Though both Social Security disability attorneys and non-lawyer advocates can help disabled individuals apply for SSDI, the professions—and professionals—are not equivalent. Attorneys and non-lawyer advocates have vastly different qualifications and backgrounds, and perform some similar, but not identical, functions.
One thing is certain: The person you hire to assist you with your SSDI application should be well qualified. Though attorneys and non-lawyer advocates both have qualifications, those qualifications often look quite different. For example, while attorneys are required to have bachelor's and law degrees, pass the New York State Bar exam, and remain in good standing with the state bar association, non-lawyers just have to have a bachelor's degree, take a simple test, and pass a criminal background check. Additionally, both attorneys and non-lawyer advocates must satisfy continuing education requirements.
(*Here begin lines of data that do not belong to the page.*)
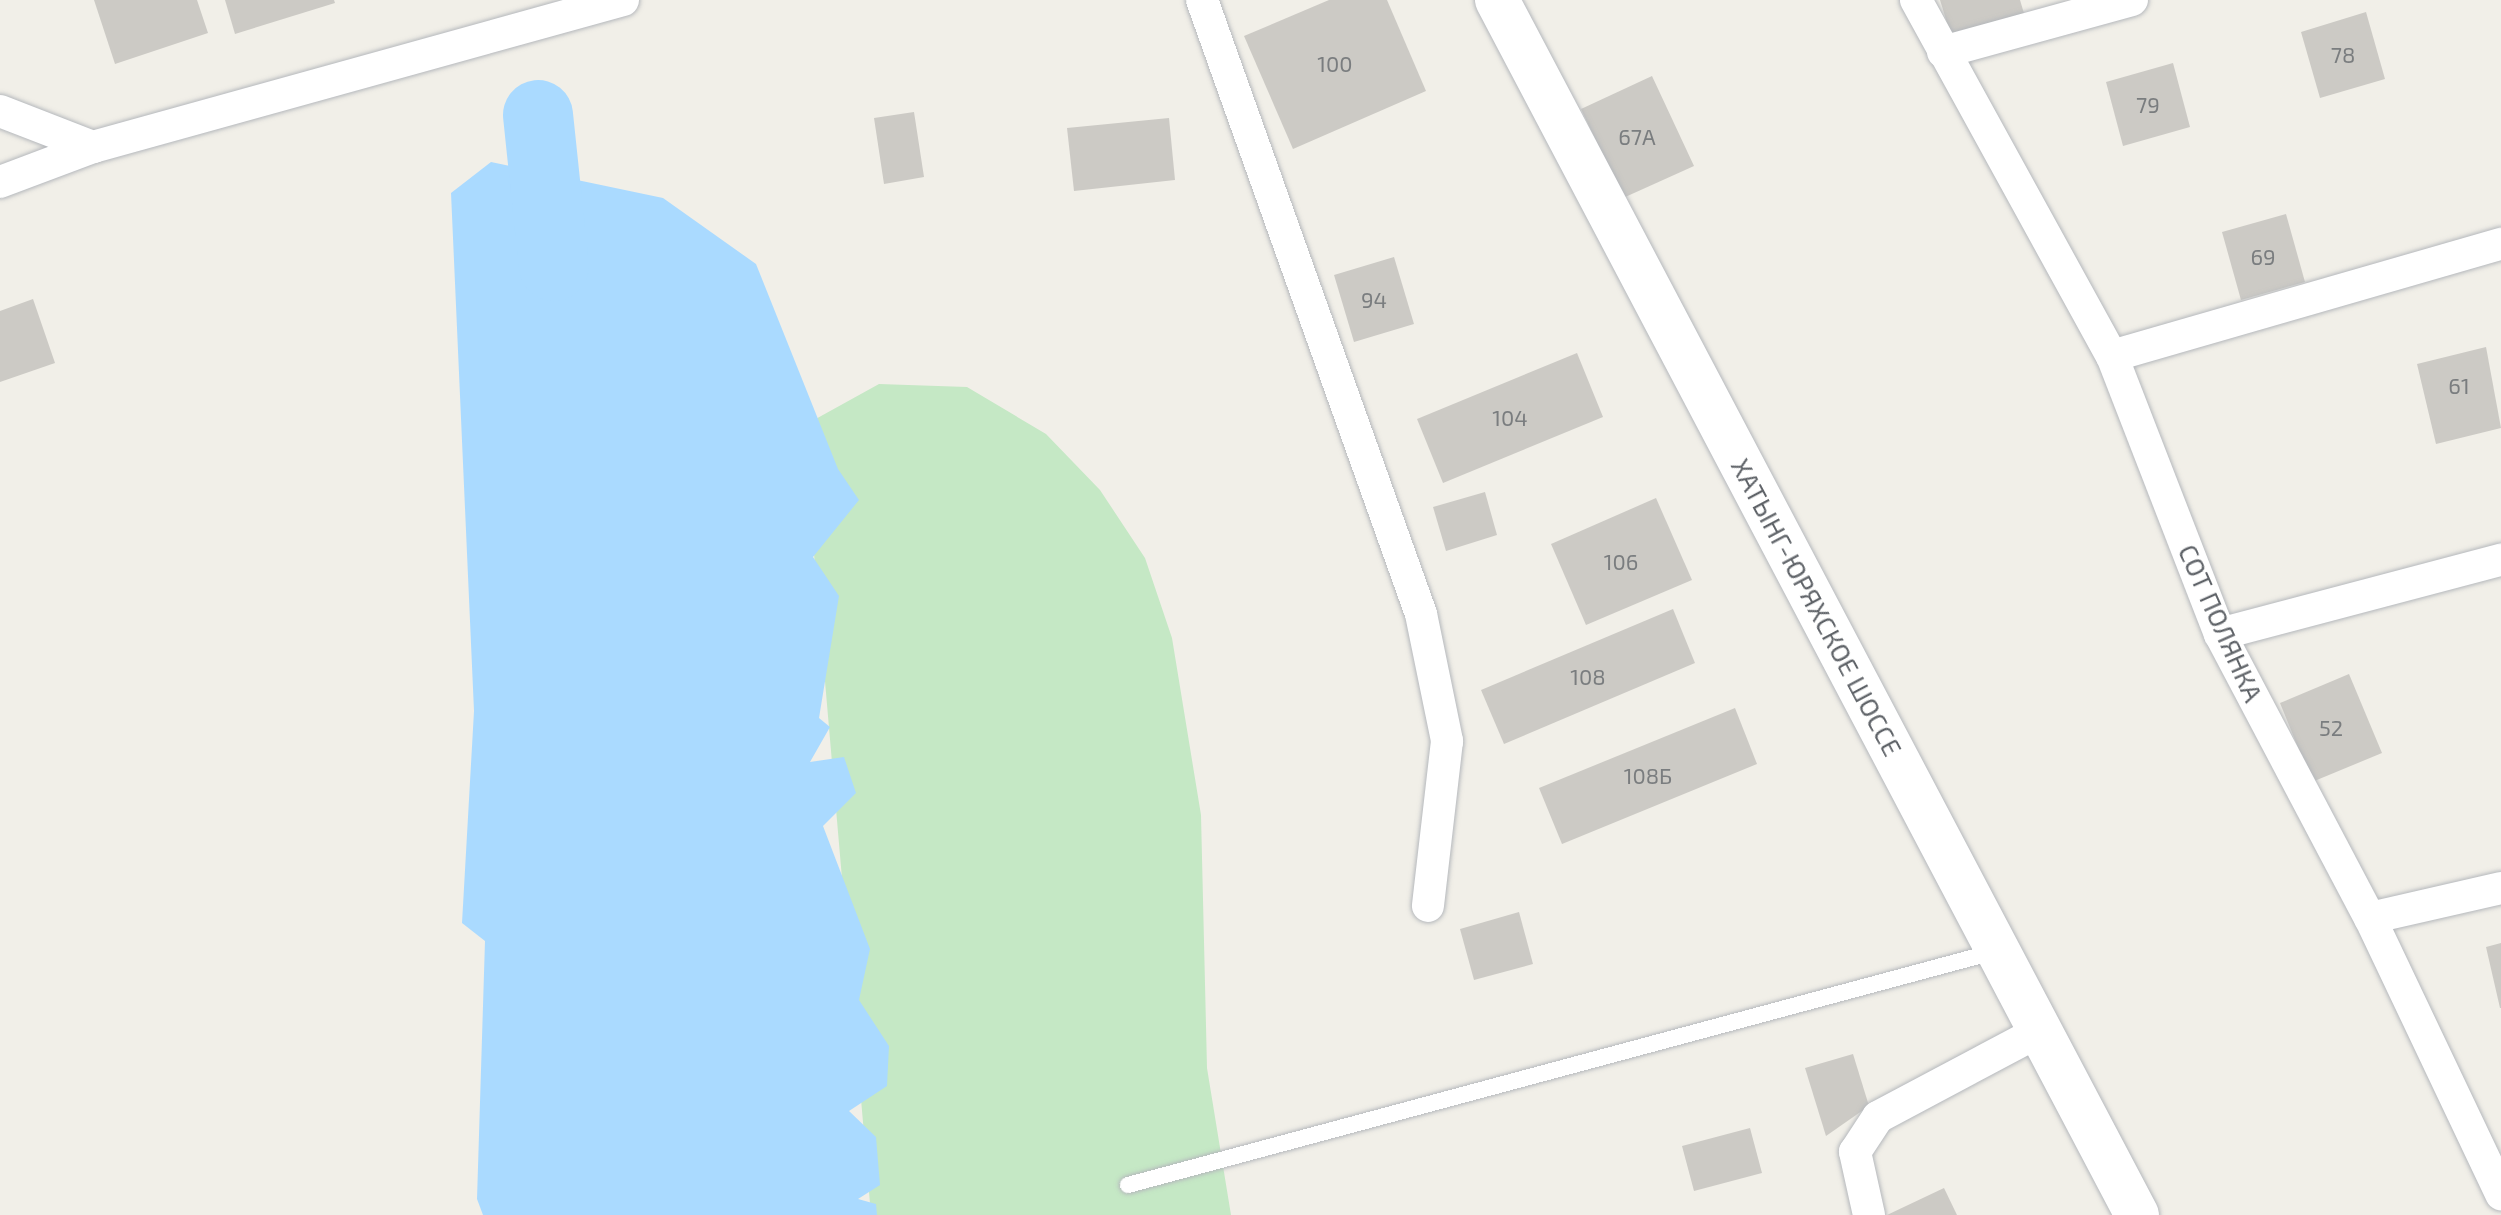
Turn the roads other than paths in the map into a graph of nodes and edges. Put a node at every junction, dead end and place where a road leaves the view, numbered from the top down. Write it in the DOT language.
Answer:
graph roads {
  1 [pos="623,0"];
  2 [pos="1202,0"];
  3 [pos="1497,0"];
  4 [pos="1916,0"];
  5 [pos="2132,0"];
  6 [pos="1943,52"];
  7 [pos="0,111"];
  8 [pos="93,147"];
  9 [pos="0,182"];
  10 [pos="2501,244"];
  11 [pos="2112,356"];
  12 [pos="2501,560"];
  13 [pos="2220,634"];
  14 [pos="2501,888"];
  15 [pos="1428,906"];
  16 [pos="2370,918"];
  17 [pos="1999,951"];
  18 [pos="2040,1031"];
  19 [pos="1128,1185"];
  20 [pos="2500,1190"];
  21 [pos="1869,1215"];
  22 [pos="2137,1215"];
  1 -- 8 [label="street"];
  2 -- 15 [label="street"];
  3 -- 17 [label="main road, ХАТЫНГ-ЮРЯХСКОЕ ШОССЕ"];
  4 -- 6 [label="street, СОТ ПОЛЯНКА"];
  5 -- 6 [label="street"];
  6 -- 11 [label="street, СОТ ПОЛЯНКА"];
  7 -- 8 [label="street"];
  8 -- 9 [label="street"];
  10 -- 11 [label="street"];
  11 -- 13 [label="street, СОТ ПОЛЯНКА"];
  12 -- 13 [label="street"];
  13 -- 16 [label="street, СОТ ПОЛЯНКА"];
  14 -- 16 [label="street"];
  16 -- 20 [label="street, СОТ ПОЛЯНКА"];
  17 -- 18 [label="main road, ХАТЫНГ-ЮРЯХСКОЕ ШОССЕ"];
  17 -- 19 [label="lane"];
  18 -- 21 [label="street"];
  18 -- 22 [label="main road, ХАТЫНГ-ЮРЯХСКОЕ ШОССЕ"];
}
There's a lot a non-lawyer disability advocate can do to assist you with your claim, like helping you understand what to expect during the SSDI application process, completing application paperwork, and other administrative tasks. However, a skilled Social Security disability attorney can do all this and much, much more.
In addition to ensuring that your application is completed and submitted correctly, an attorney (and their staff) can conduct vital legal research, identify relevant legal arguments, and develop sound strategies.
Other important distinctions:
At O'Connor Law, our highly-experienced Social Security disability attorneys in New York can help you apply—and fight—for the SSDI benefits you need and deserve. Put your future in the hands of true legal professionals. Contact us today to schedule an appointment for a free initial consultation to learn more about how we can assist you.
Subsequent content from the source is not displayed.